[Dataset entries]
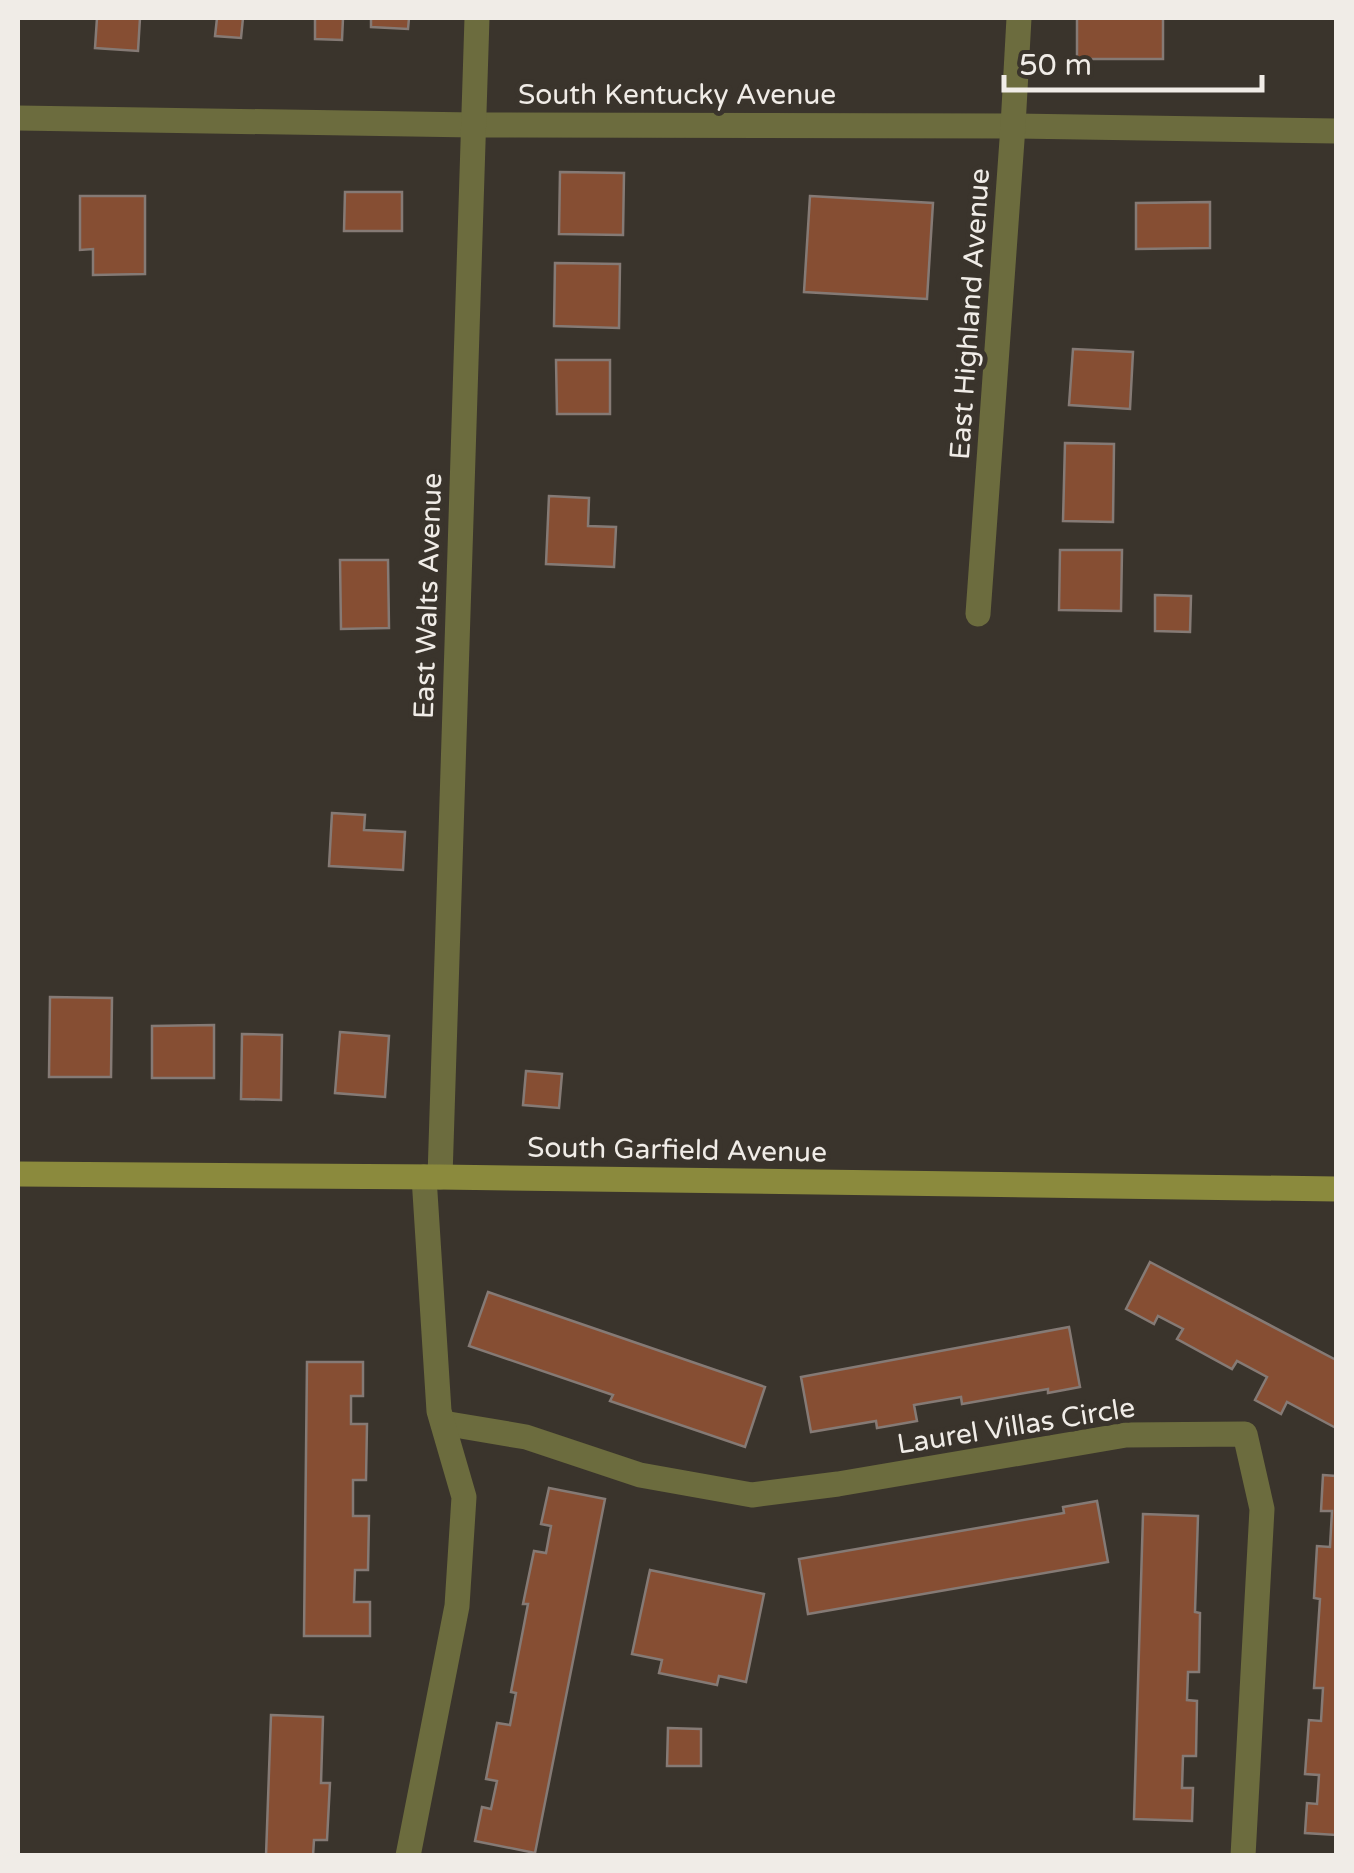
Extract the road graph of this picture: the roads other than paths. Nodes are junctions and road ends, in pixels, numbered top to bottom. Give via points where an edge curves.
1 (477, 18) edge
2 (1018, 18) edge
3 (18, 118) edge
4 (474, 125) junction
5 (1013, 126) junction
6 (1336, 130) edge
7 (978, 614) dead end
8 (18, 1174) edge
9 (432, 1177) junction
10 (1336, 1189) edge
11 (442, 1422) junction
12 (408, 1856) edge
13 (1243, 1856) edge

1 - 4 street, East Walts Avenue
2 - 5 street, East Highland Avenue
3 - 4 street, South Kentucky Avenue
4 - 5 street, South Kentucky Avenue
4 - 9 street, East Walts Avenue
5 - 6 street, South Kentucky Avenue
5 - 7 street, East Highland Avenue
8 - 9 street, South Garfield Avenue
9 - 10 street, South Garfield Avenue
9 - 11 street
11 - 12 street via 464,1497 457,1606
11 - 13 street, Laurel Villas Circle via 526,1437 640,1475 752,1495 1126,1435 1245,1434 1262,1509

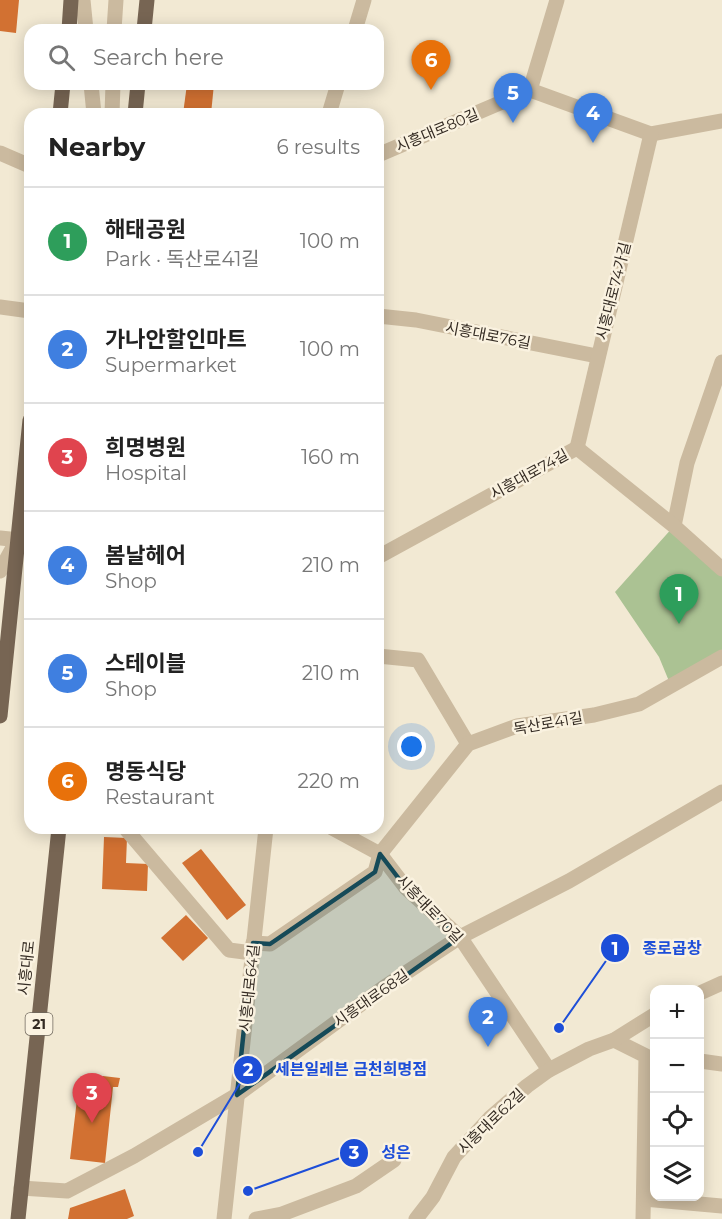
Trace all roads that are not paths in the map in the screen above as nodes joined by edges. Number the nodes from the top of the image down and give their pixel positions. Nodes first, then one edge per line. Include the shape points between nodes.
1 (72, 0) edge
2 (83, 0) edge
3 (116, 0) edge
4 (147, 0) edge
5 (364, 0) edge
6 (557, 0) edge
7 (70, 24) edge
8 (85, 24) edge
9 (114, 24) edge
10 (145, 24) edge
11 (357, 24) edge
12 (62, 90) edge
13 (92, 90) edge
14 (113, 90) edge
15 (137, 90) edge
16 (336, 90) edge
17 (530, 90) junction
18 (61, 108) edge
19 (93, 108) edge
20 (112, 108) edge
21 (136, 108) edge
22 (331, 108) edge
23 (722, 121) edge
24 (651, 134) junction
25 (384, 152) edge
26 (0, 153) edge
27 (24, 163) edge
28 (0, 307) edge
29 (24, 310) edge
30 (384, 317) edge
31 (597, 356) junction
32 (722, 362) edge
33 (577, 448) junction
34 (674, 526) junction
35 (0, 538) edge
36 (24, 540) edge
37 (384, 554) edge
38 (722, 569) edge
39 (0, 571) edge
40 (384, 657) edge
41 (722, 657) edge
42 (0, 716) edge
43 (468, 744) junction
44 (722, 792) edge
45 (58, 834) edge
46 (130, 834) edge
47 (265, 834) edge
48 (343, 834) edge
49 (380, 854) junction
50 (460, 937) junction
51 (253, 948) junction
52 (722, 983) edge
53 (704, 991) edge
54 (650, 1018) edge
55 (614, 1040) junction
56 (650, 1056) edge
57 (704, 1062) edge
58 (722, 1064) edge
59 (549, 1070) junction
60 (237, 1095) junction
61 (394, 1160) dead end
62 (21, 1188) junction
63 (644, 1199) junction
64 (427, 1204) junction
65 (722, 1206) edge
66 (18, 1219) edge
67 (224, 1219) edge
68 (256, 1219) edge
69 (416, 1219) edge
70 (435, 1219) edge
71 (643, 1219) edge

1 - 7 main road
2 - 8 street
3 - 9 street
4 - 10 main road
5 - 11 street
6 - 17 street
12 - 18 main road
13 - 19 street
14 - 20 street
15 - 21 main road
16 - 22 street
17 - 24 street
17 - 25 street, 시흥대로80길
23 - 24 street
24 - 31 street, 시흥대로74가길
26 - 27 street
28 - 29 street
30 - 31 street, 시흥대로76길
31 - 33 street, 시흥대로74가길
32 - 34 street via 687,463
33 - 34 street, 시흥대로74길
33 - 37 street, 시흥대로74길
34 - 38 street, 시흥대로74길
35 - 36 street
36 - 39 street
36 - 42 main road
40 - 43 street via 418,660
41 - 43 street, 독산로41길 via 639,704 517,726
43 - 49 street
44 - 50 street, 시흥대로68길 via 569,881
45 - 62 main road, 시흥대로 / 21
46 - 51 street via 229,950
47 - 51 street, 시흥대로64길
48 - 49 street, 시흥대로70길
49 - 50 street, 시흥대로70길 via 406,888
49 - 51 street via 375,872 270,944
50 - 59 street, 시흥대로70길
50 - 60 street, 시흥대로68길
51 - 60 street, 시흥대로64길
52 - 53 street
54 - 55 street, 시흥대로62길
55 - 56 street
55 - 59 street, 시흥대로62길
56 - 63 street
57 - 58 street
59 - 64 street, 시흥대로62길 via 490,1118 461,1149
60 - 62 street, 시흥대로68길 via 67,1191
60 - 67 street, 시흥대로64길
61 - 68 street via 356,1186 282,1214
62 - 66 main road, 시흥대로 / 21
63 - 65 street
63 - 71 street
64 - 69 street, 시흥대로62길
64 - 70 street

* **The problem**
Copy the records word for word, leaving no picture in the copy.

* **Your solution**
Extract the road graph of this picture: the roads other than paths. Nodes are junctions and road ends, in pixels, numbered top to bottom. Give via points where an edge curves.
1 (477, 18) edge
2 (1018, 18) edge
3 (18, 118) edge
4 (474, 125) junction
5 (1013, 126) junction
6 (1336, 130) edge
7 (978, 614) dead end
8 (18, 1174) edge
9 (432, 1177) junction
10 (1336, 1189) edge
11 (442, 1422) junction
12 (408, 1856) edge
13 (1243, 1856) edge

1 - 4 street, East Walts Avenue
2 - 5 street, East Highland Avenue
3 - 4 street, South Kentucky Avenue
4 - 5 street, South Kentucky Avenue
4 - 9 street, East Walts Avenue
5 - 6 street, South Kentucky Avenue
5 - 7 street, East Highland Avenue
8 - 9 street, South Garfield Avenue
9 - 10 street, South Garfield Avenue
9 - 11 street
11 - 12 street via 464,1497 457,1606
11 - 13 street, Laurel Villas Circle via 526,1437 640,1475 752,1495 1126,1435 1245,1434 1262,1509

Trace all roads that are not paths in the map in the screen above as nodes joined by edges. Number the nodes from the top of the image down and give their pixel positions. Nodes first, then one edge per line. Include the shape points between nodes.
1 (72, 0) edge
2 (83, 0) edge
3 (116, 0) edge
4 (147, 0) edge
5 (364, 0) edge
6 (557, 0) edge
7 (70, 24) edge
8 (85, 24) edge
9 (114, 24) edge
10 (145, 24) edge
11 (357, 24) edge
12 (62, 90) edge
13 (92, 90) edge
14 (113, 90) edge
15 (137, 90) edge
16 (336, 90) edge
17 (530, 90) junction
18 (61, 108) edge
19 (93, 108) edge
20 (112, 108) edge
21 (136, 108) edge
22 (331, 108) edge
23 (722, 121) edge
24 (651, 134) junction
25 (384, 152) edge
26 (0, 153) edge
27 (24, 163) edge
28 (0, 307) edge
29 (24, 310) edge
30 (384, 317) edge
31 (597, 356) junction
32 (722, 362) edge
33 (577, 448) junction
34 (674, 526) junction
35 (0, 538) edge
36 (24, 540) edge
37 (384, 554) edge
38 (722, 569) edge
39 (0, 571) edge
40 (384, 657) edge
41 (722, 657) edge
42 (0, 716) edge
43 (468, 744) junction
44 (722, 792) edge
45 (58, 834) edge
46 (130, 834) edge
47 (265, 834) edge
48 (343, 834) edge
49 (380, 854) junction
50 (460, 937) junction
51 (253, 948) junction
52 (722, 983) edge
53 (704, 991) edge
54 (650, 1018) edge
55 (614, 1040) junction
56 (650, 1056) edge
57 (704, 1062) edge
58 (722, 1064) edge
59 (549, 1070) junction
60 (237, 1095) junction
61 (394, 1160) dead end
62 (21, 1188) junction
63 (644, 1199) junction
64 (427, 1204) junction
65 (722, 1206) edge
66 (18, 1219) edge
67 (224, 1219) edge
68 (256, 1219) edge
69 (416, 1219) edge
70 (435, 1219) edge
71 (643, 1219) edge

1 - 7 main road
2 - 8 street
3 - 9 street
4 - 10 main road
5 - 11 street
6 - 17 street
12 - 18 main road
13 - 19 street
14 - 20 street
15 - 21 main road
16 - 22 street
17 - 24 street
17 - 25 street, 시흥대로80길
23 - 24 street
24 - 31 street, 시흥대로74가길
26 - 27 street
28 - 29 street
30 - 31 street, 시흥대로76길
31 - 33 street, 시흥대로74가길
32 - 34 street via 687,463
33 - 34 street, 시흥대로74길
33 - 37 street, 시흥대로74길
34 - 38 street, 시흥대로74길
35 - 36 street
36 - 39 street
36 - 42 main road
40 - 43 street via 418,660
41 - 43 street, 독산로41길 via 639,704 517,726
43 - 49 street
44 - 50 street, 시흥대로68길 via 569,881
45 - 62 main road, 시흥대로 / 21
46 - 51 street via 229,950
47 - 51 street, 시흥대로64길
48 - 49 street, 시흥대로70길
49 - 50 street, 시흥대로70길 via 406,888
49 - 51 street via 375,872 270,944
50 - 59 street, 시흥대로70길
50 - 60 street, 시흥대로68길
51 - 60 street, 시흥대로64길
52 - 53 street
54 - 55 street, 시흥대로62길
55 - 56 street
55 - 59 street, 시흥대로62길
56 - 63 street
57 - 58 street
59 - 64 street, 시흥대로62길 via 490,1118 461,1149
60 - 62 street, 시흥대로68길 via 67,1191
60 - 67 street, 시흥대로64길
61 - 68 street via 356,1186 282,1214
62 - 66 main road, 시흥대로 / 21
63 - 65 street
63 - 71 street
64 - 69 street, 시흥대로62길
64 - 70 street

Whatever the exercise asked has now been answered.